*** The data ***

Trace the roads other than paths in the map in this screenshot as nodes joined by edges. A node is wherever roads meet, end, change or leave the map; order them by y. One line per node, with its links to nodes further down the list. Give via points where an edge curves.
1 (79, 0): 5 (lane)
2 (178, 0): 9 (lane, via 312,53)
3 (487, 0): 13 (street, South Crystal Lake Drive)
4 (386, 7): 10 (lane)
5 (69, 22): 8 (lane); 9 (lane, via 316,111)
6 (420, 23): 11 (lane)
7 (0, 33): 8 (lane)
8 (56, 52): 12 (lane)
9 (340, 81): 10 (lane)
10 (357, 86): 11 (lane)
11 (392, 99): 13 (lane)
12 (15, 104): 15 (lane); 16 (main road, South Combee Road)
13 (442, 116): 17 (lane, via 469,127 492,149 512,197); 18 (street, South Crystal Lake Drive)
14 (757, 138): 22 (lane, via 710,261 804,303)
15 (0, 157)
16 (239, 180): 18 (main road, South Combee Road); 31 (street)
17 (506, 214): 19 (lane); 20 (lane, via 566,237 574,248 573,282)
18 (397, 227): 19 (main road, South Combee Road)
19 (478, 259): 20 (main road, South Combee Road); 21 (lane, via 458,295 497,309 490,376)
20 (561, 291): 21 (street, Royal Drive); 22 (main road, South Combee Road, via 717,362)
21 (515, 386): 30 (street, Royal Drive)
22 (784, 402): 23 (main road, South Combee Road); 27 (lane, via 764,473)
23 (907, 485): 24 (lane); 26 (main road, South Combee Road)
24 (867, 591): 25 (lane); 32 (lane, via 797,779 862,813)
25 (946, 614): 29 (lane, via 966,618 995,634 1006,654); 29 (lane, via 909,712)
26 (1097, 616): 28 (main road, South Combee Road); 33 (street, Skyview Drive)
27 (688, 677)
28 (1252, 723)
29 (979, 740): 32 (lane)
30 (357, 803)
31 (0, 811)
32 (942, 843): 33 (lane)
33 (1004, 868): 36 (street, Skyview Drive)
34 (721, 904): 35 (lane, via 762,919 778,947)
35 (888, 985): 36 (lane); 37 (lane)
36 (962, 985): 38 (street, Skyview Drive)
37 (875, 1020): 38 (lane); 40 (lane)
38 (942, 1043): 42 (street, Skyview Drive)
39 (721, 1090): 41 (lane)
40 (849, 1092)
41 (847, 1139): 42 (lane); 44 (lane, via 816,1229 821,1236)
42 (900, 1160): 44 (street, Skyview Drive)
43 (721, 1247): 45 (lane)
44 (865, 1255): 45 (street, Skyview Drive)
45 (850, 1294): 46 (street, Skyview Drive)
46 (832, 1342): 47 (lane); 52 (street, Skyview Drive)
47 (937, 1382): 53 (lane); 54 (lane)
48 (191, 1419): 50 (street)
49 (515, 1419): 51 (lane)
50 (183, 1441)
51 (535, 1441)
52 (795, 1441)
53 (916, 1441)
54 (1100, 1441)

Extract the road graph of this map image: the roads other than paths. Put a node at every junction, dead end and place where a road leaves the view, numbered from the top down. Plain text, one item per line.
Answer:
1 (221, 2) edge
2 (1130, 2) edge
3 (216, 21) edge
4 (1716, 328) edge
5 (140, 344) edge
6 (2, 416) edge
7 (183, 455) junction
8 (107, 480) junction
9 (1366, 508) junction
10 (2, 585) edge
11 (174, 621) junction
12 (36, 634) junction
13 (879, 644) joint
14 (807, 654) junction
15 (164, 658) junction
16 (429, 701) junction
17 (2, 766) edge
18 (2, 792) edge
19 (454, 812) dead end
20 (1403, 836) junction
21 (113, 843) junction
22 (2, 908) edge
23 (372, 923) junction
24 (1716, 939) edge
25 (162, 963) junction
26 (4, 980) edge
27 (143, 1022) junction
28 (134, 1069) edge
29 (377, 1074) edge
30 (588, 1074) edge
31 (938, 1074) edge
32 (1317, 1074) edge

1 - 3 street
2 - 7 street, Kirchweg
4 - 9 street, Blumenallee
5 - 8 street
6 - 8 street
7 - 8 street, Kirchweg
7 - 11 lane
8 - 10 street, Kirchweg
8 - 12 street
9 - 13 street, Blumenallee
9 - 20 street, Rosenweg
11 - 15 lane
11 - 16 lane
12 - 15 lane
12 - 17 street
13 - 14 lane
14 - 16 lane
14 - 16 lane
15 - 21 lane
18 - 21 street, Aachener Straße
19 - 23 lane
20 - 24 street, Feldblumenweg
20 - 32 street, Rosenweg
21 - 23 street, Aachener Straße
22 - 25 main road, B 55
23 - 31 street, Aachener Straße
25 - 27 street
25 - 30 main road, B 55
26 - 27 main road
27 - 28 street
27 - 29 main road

*** End of The data ***

Task to carry out: Every line from the one containing "Extract the road" to the end of the entries must be set down exactly, with none omitted and none added.

Answer area:
Extract the road graph of this map image: the roads other than paths. Put a node at every junction, dead end and place where a road leaves the view, numbered from the top down. Plain text, one item per line.
Answer:
1 (221, 2) edge
2 (1130, 2) edge
3 (216, 21) edge
4 (1716, 328) edge
5 (140, 344) edge
6 (2, 416) edge
7 (183, 455) junction
8 (107, 480) junction
9 (1366, 508) junction
10 (2, 585) edge
11 (174, 621) junction
12 (36, 634) junction
13 (879, 644) joint
14 (807, 654) junction
15 (164, 658) junction
16 (429, 701) junction
17 (2, 766) edge
18 (2, 792) edge
19 (454, 812) dead end
20 (1403, 836) junction
21 (113, 843) junction
22 (2, 908) edge
23 (372, 923) junction
24 (1716, 939) edge
25 (162, 963) junction
26 (4, 980) edge
27 (143, 1022) junction
28 (134, 1069) edge
29 (377, 1074) edge
30 (588, 1074) edge
31 (938, 1074) edge
32 (1317, 1074) edge

1 - 3 street
2 - 7 street, Kirchweg
4 - 9 street, Blumenallee
5 - 8 street
6 - 8 street
7 - 8 street, Kirchweg
7 - 11 lane
8 - 10 street, Kirchweg
8 - 12 street
9 - 13 street, Blumenallee
9 - 20 street, Rosenweg
11 - 15 lane
11 - 16 lane
12 - 15 lane
12 - 17 street
13 - 14 lane
14 - 16 lane
14 - 16 lane
15 - 21 lane
18 - 21 street, Aachener Straße
19 - 23 lane
20 - 24 street, Feldblumenweg
20 - 32 street, Rosenweg
21 - 23 street, Aachener Straße
22 - 25 main road, B 55
23 - 31 street, Aachener Straße
25 - 27 street
25 - 30 main road, B 55
26 - 27 main road
27 - 28 street
27 - 29 main road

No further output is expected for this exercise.